━━ DATA TO USE ━━

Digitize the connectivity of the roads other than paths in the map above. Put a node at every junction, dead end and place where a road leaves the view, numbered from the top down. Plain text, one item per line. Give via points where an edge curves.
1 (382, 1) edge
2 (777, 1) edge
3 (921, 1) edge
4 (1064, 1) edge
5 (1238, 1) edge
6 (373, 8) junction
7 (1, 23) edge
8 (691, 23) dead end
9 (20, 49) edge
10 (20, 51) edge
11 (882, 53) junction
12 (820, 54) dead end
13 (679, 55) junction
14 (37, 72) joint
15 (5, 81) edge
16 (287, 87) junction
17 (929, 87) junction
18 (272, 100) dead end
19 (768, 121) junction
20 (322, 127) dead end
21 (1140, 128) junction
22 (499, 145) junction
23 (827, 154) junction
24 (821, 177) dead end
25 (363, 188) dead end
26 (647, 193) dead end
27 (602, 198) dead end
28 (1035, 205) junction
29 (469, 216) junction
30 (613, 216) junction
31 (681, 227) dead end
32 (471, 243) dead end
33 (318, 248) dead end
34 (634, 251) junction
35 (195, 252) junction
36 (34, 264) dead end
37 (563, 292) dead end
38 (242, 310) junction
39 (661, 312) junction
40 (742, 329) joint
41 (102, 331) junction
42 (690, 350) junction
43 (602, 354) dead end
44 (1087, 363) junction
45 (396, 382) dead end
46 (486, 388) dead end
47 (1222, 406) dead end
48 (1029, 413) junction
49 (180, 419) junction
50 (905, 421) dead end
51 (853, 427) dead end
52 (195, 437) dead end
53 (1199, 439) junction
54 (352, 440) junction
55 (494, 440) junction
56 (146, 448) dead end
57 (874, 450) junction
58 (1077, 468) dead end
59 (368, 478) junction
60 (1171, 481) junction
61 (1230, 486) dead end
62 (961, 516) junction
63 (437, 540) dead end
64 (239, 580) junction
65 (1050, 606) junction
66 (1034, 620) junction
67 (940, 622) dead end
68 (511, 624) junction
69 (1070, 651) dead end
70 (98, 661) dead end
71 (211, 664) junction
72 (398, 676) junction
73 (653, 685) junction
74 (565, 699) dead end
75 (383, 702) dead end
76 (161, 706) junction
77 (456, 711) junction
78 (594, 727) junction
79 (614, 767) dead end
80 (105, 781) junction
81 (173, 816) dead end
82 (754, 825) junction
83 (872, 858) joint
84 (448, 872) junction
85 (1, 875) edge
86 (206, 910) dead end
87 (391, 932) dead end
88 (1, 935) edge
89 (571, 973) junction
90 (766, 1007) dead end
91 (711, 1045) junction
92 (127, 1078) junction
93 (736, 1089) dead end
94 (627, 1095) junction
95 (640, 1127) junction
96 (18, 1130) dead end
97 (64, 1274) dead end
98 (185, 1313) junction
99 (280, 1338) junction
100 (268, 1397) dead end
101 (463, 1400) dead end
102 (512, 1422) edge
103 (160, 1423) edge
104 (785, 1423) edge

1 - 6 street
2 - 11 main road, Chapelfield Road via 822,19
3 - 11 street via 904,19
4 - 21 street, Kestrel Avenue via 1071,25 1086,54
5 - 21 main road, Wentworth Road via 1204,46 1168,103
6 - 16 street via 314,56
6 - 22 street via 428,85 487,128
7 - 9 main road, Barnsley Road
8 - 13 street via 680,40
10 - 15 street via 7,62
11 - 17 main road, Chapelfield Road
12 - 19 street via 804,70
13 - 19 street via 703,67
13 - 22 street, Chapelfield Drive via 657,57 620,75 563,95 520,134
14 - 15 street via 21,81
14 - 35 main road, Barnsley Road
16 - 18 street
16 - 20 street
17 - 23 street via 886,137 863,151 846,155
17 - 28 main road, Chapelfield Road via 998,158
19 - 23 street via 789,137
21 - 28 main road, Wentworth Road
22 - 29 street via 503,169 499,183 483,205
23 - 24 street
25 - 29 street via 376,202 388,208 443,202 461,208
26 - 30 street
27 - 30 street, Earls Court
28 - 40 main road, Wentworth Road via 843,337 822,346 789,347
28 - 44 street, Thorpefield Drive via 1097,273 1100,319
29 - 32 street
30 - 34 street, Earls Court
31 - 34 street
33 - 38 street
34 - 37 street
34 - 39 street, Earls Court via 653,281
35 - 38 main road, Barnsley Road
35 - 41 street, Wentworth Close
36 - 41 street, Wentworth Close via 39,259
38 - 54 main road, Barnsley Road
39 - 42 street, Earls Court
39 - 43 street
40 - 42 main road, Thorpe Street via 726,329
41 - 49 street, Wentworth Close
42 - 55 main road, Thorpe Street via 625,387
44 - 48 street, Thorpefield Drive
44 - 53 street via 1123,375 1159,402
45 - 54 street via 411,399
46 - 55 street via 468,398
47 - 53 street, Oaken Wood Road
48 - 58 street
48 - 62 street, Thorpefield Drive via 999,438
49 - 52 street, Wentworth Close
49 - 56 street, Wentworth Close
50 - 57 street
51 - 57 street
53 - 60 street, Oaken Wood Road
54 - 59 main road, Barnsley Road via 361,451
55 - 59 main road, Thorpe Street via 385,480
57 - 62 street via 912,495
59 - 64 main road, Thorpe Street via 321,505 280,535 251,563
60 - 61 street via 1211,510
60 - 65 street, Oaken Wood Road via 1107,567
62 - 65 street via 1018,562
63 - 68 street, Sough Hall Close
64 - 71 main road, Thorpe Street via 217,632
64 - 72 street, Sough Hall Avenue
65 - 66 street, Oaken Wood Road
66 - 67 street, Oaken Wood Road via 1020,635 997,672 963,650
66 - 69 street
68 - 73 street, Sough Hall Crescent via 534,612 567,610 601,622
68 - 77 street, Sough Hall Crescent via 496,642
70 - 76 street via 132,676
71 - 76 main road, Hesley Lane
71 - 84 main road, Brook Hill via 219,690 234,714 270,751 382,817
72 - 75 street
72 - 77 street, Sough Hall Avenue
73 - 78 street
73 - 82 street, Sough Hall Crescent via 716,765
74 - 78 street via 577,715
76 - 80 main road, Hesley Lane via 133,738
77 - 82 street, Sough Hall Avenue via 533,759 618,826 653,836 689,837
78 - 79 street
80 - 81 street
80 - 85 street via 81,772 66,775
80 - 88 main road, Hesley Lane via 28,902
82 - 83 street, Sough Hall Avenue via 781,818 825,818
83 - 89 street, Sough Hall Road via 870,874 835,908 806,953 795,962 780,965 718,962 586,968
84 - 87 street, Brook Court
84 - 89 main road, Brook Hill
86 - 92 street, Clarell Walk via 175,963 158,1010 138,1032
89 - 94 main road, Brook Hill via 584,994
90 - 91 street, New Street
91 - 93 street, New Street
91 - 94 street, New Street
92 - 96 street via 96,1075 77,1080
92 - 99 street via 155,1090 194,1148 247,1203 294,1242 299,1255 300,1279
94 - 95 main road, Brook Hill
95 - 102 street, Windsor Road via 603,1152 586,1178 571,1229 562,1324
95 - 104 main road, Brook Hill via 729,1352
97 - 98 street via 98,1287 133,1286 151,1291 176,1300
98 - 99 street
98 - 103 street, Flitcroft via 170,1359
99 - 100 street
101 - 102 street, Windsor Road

━━━

■ EXERCISE INSTRUCTIONS ■
Which lines of the records hold the string "Drive"? Copy each one.

■ ANSWER TO THIS TASK ■
13 - 22 street, Chapelfield Drive via 657,57 620,75 563,95 520,134
28 - 44 street, Thorpefield Drive via 1097,273 1100,319
44 - 48 street, Thorpefield Drive
48 - 62 street, Thorpefield Drive via 999,438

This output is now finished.